California’s State Auditor Elaine Howle said during Thursday’s meeting that “this is not an audit of the president. This is an audit of the process.” But she didn’t mince words in suggesting that her staffers received “pushback” from the central office and said it had failed to be transparent about where and how it spends its money. “It was very frustrating for us,” she said.
In laying out recommendations for how the University of California should move forward after the audit, Howle did not dispute that UC should have a discretionary spending fund, but she said UC had failed to lay out what it considers reasonable. She also criticized the central office for not monitoring spending often enough.
Howle had particularly harsh words about the way the campus survey was handled. Emails obtained by the Bay Area News Group and other news outlets suggest the central office was deeply involved with the surveys.
The survey responses some campuses submitted to the auditor after interacting with the central office offered far more posi- tive characterizations of the president’s office than the initial drafts.
“We certainly had concerns based on the evidence that we had,” Howle said. She also balked at the central office’s initial desire to push back some of the deadlines for meeting her proposal to address the issues within three years. “We felt we came up with a very reasonable, flexible schedule,” she said.
Napolitano, who spoke briefly during the meeting, reiterated her commitment to following the recommendations, including disclosing how discretionary funds are spent. And Nathan Brostrom, UC’s chief financial officer, said, “We do agree that we need to provide more guidance and tracking of these initiatives.”
In an interview after the meeting, Howle promised her office would “stay on top of it,”
Despite Napolitano’s commitment to following the recommendations, several regents expressed reservations about them. “I think, frankly, you lucked out that the president agreed to all of them,” Pattiz told Howle.
Thursday’s meeting presented the first opportunity to hear from a number of regents who had remained largely quiet on the issue.
Parshan Khosravi, a UCLA graduate student chosen as a student advocate by UC’s student association to attend the meeting, didn’t like all of what he heard. The central office should do more to be accessible to students, he said, and the regents should do more to oversee the system. “I think the regents have to be more involved in that,” he said. “They are often very removed from our campuses.”
Bermudez, the UC Merced grad student, said: “As much as they talk about deep dives, I don’t feel like they’re reflecting on the public’s reaction.”
Her classmate, Violet Barton, agreed. She came from Merced with lots of questions about how regents interact with students and choose which initiatives to support. “They’re not satisfactorily answered,” she said.
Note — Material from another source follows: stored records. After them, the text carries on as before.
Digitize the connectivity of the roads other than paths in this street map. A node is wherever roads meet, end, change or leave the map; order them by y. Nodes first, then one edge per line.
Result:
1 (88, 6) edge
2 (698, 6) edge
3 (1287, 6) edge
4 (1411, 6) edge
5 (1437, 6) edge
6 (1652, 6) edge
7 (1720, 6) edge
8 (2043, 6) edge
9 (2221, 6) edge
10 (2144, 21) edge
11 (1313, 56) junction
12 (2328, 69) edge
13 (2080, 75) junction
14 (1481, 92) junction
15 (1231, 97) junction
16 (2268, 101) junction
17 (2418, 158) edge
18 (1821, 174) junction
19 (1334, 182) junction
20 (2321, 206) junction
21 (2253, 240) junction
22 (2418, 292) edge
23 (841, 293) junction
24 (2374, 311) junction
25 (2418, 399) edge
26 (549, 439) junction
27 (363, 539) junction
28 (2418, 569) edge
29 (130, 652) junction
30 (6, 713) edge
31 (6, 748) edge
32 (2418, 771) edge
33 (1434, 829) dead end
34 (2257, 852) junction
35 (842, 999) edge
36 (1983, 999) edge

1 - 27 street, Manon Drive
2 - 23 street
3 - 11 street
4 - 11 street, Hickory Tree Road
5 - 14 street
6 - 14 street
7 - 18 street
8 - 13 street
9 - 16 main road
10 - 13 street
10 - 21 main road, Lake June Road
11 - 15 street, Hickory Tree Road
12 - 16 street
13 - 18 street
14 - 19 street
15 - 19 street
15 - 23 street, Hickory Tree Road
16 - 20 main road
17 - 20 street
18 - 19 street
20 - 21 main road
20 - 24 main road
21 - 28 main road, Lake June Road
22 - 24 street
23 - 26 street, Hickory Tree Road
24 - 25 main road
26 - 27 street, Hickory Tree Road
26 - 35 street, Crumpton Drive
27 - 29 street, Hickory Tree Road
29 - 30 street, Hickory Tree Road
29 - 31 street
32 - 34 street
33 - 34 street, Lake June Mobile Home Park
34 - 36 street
While the audit was the most heated topic of the meeting, the board also approved an 18 percent cap on out-of-state enrollment for campuses not yet above that level. Schools who already enroll more out-ofstate students, including Berkeley, Los Angeles, San Diego and Irvine, will be allowed to keep but not grow their 2017-18 levels of nonresident enrollment. A similar proposal was pulled in March amid pushback from some regents who said outof-state students bring in badly needed revenue.
“There is no perfect solution,” said John A. Pérez, one of the regents, “but this is a very good compromise.”
A budget proposal that increases funding for the central office also came under fire from some regents. The UC system is set to raise tuition for the first time in six years, and students and activists have protested in light of the audit’s findings.
After a tense few minutes in which several regents expressed confusion about the budget in front of them, the board authorized the budget, but said it would reconsider it in July after the finance committee had a chance to look at it more closely.
Assembly Speaker Anthony Rendon, also a regent, said he was “uncomfortable” approving a budget that appeared to prefer the expansion of the central office “at the sake of student affordability.” He declined to approve it.